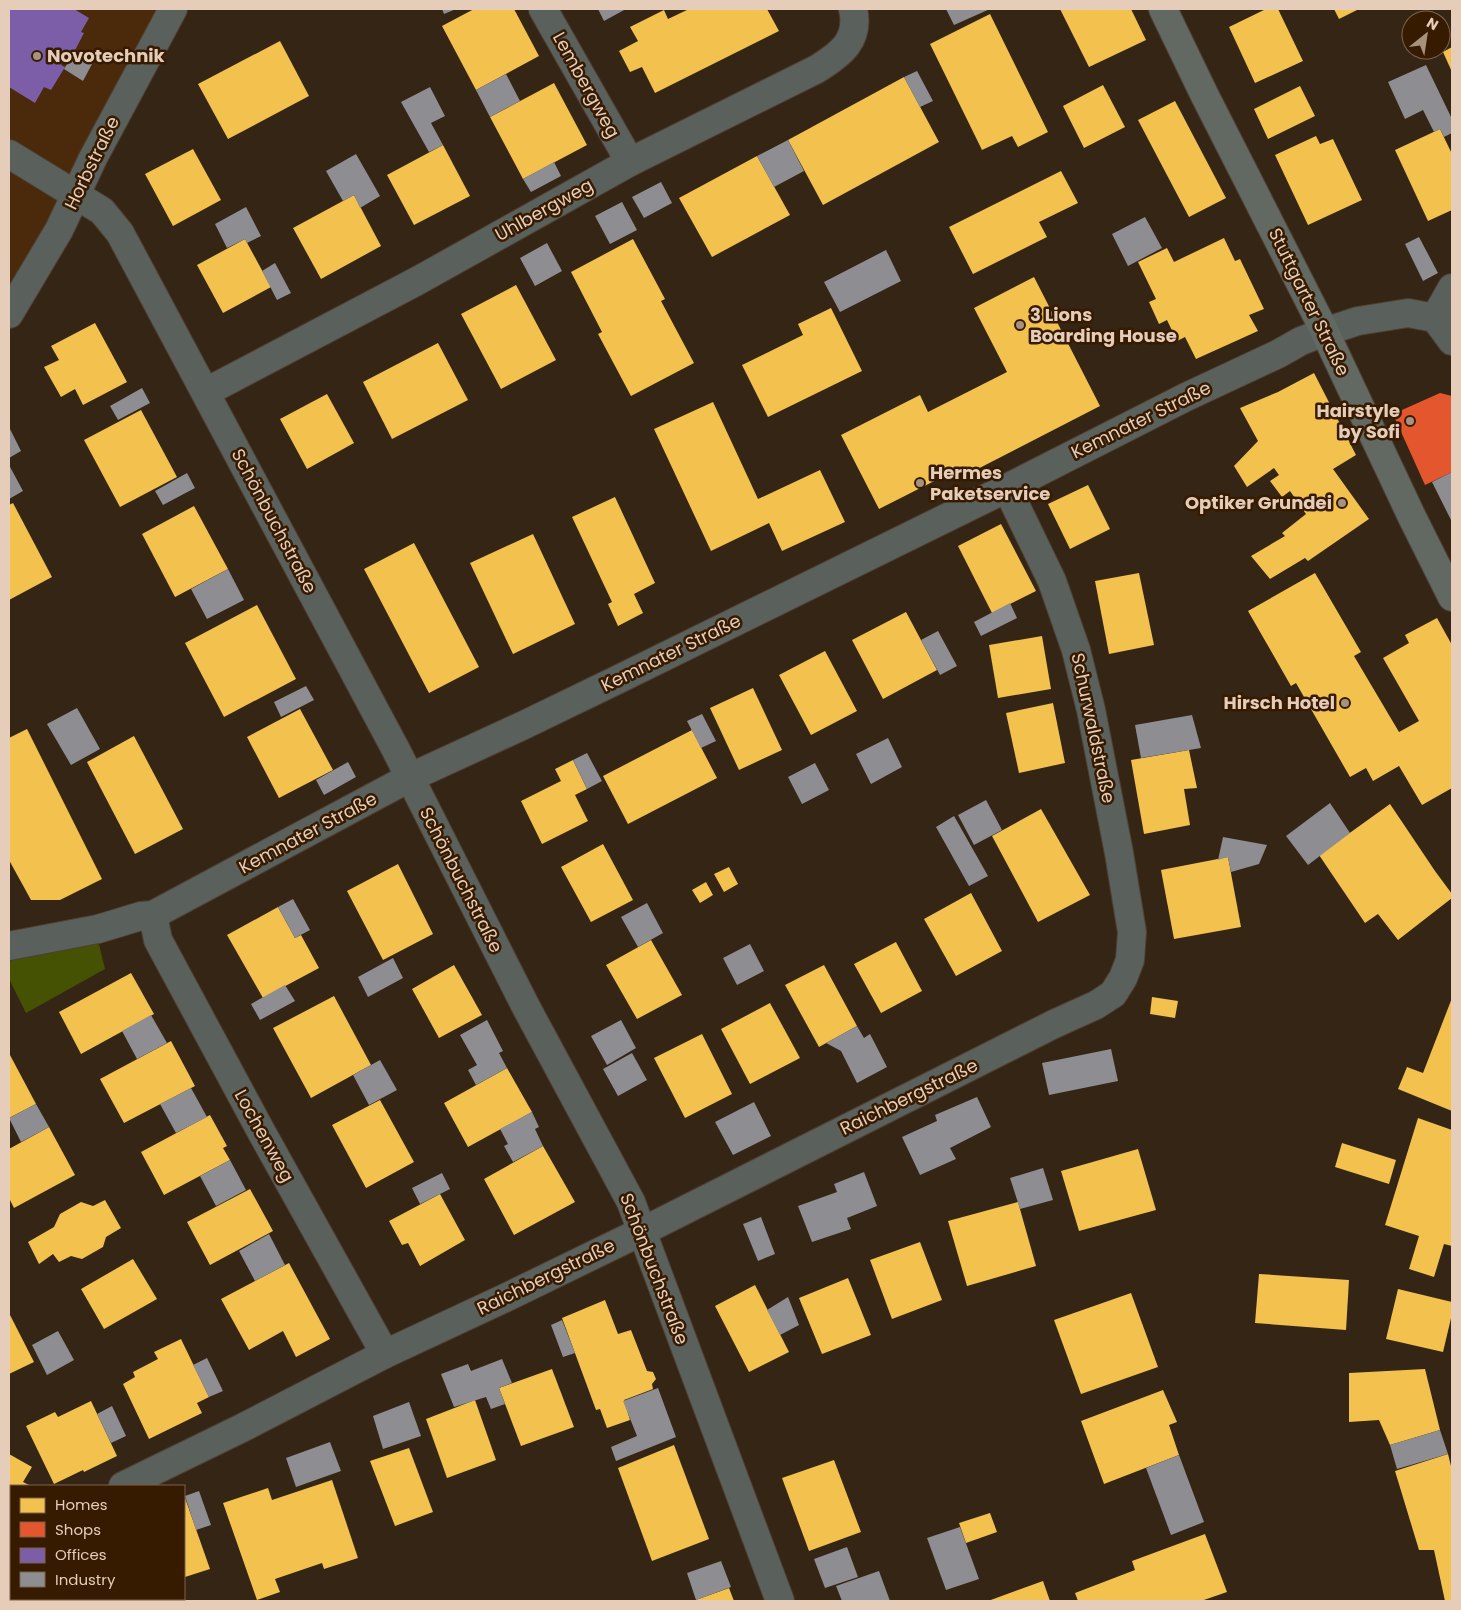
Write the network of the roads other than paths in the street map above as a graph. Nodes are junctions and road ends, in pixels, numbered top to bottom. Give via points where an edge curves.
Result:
1 (172, 9) edge
2 (543, 9) edge
3 (852, 9) edge
4 (1164, 9) edge
5 (9, 154) edge
6 (630, 162) junction
7 (77, 194) junction
8 (1452, 288) edge
9 (9, 314) edge
10 (1435, 318) junction
11 (1324, 332) junction
12 (1452, 341) edge
13 (206, 392) junction
14 (1007, 488) junction
15 (1452, 597) edge
16 (410, 778) junction
17 (153, 914) junction
18 (9, 946) edge
19 (1123, 978) joint
20 (642, 1230) junction
21 (385, 1354) junction
22 (124, 1485) edge
23 (780, 1601) edge

1 - 7 street, Horbstraße
2 - 6 street, Lembergweg
3 - 6 street, Uhlbergweg via 856,21 851,39 838,56
4 - 11 main road, Stuttgarter Straße
5 - 7 street, Schönbuchstraße
6 - 13 street, Uhlbergweg via 419,280
7 - 9 street, Horbstraße
7 - 13 street, Schönbuchstraße via 102,210 120,232
8 - 10 street
10 - 11 street, Kemnater Straße via 1408,313 1358,321
10 - 12 street
11 - 14 street, Kemnater Straße via 1186,397
11 - 15 main road, Stuttgarter Straße
13 - 16 street, Schönbuchstraße
14 - 16 street, Kemnater Straße
14 - 19 street, Schurwaldstraße via 1064,612 1091,710 1130,914 1132,945
16 - 17 street, Kemnater Straße
16 - 20 street, Schönbuchstraße via 526,1007 631,1202
17 - 18 street, Kemnater Straße via 98,929
17 - 21 street, Lochenweg via 158,940
19 - 20 street, Raichbergstraße via 1113,994 1096,1005
20 - 21 street, Raichbergstraße
20 - 23 street, Schönbuchstraße
21 - 22 street, Raichbergstraße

========

Exercise description ▸
In copying the material, drop all pictures and keep everything else identical.

Output ▸
Write the network of the roads other than paths in the street map above as a graph. Nodes are junctions and road ends, in pixels, numbered top to bottom. Give via points where an edge curves.
Result:
1 (172, 9) edge
2 (543, 9) edge
3 (852, 9) edge
4 (1164, 9) edge
5 (9, 154) edge
6 (630, 162) junction
7 (77, 194) junction
8 (1452, 288) edge
9 (9, 314) edge
10 (1435, 318) junction
11 (1324, 332) junction
12 (1452, 341) edge
13 (206, 392) junction
14 (1007, 488) junction
15 (1452, 597) edge
16 (410, 778) junction
17 (153, 914) junction
18 (9, 946) edge
19 (1123, 978) joint
20 (642, 1230) junction
21 (385, 1354) junction
22 (124, 1485) edge
23 (780, 1601) edge

1 - 7 street, Horbstraße
2 - 6 street, Lembergweg
3 - 6 street, Uhlbergweg via 856,21 851,39 838,56
4 - 11 main road, Stuttgarter Straße
5 - 7 street, Schönbuchstraße
6 - 13 street, Uhlbergweg via 419,280
7 - 9 street, Horbstraße
7 - 13 street, Schönbuchstraße via 102,210 120,232
8 - 10 street
10 - 11 street, Kemnater Straße via 1408,313 1358,321
10 - 12 street
11 - 14 street, Kemnater Straße via 1186,397
11 - 15 main road, Stuttgarter Straße
13 - 16 street, Schönbuchstraße
14 - 16 street, Kemnater Straße
14 - 19 street, Schurwaldstraße via 1064,612 1091,710 1130,914 1132,945
16 - 17 street, Kemnater Straße
16 - 20 street, Schönbuchstraße via 526,1007 631,1202
17 - 18 street, Kemnater Straße via 98,929
17 - 21 street, Lochenweg via 158,940
19 - 20 street, Raichbergstraße via 1113,994 1096,1005
20 - 21 street, Raichbergstraße
20 - 23 street, Schönbuchstraße
21 - 22 street, Raichbergstraße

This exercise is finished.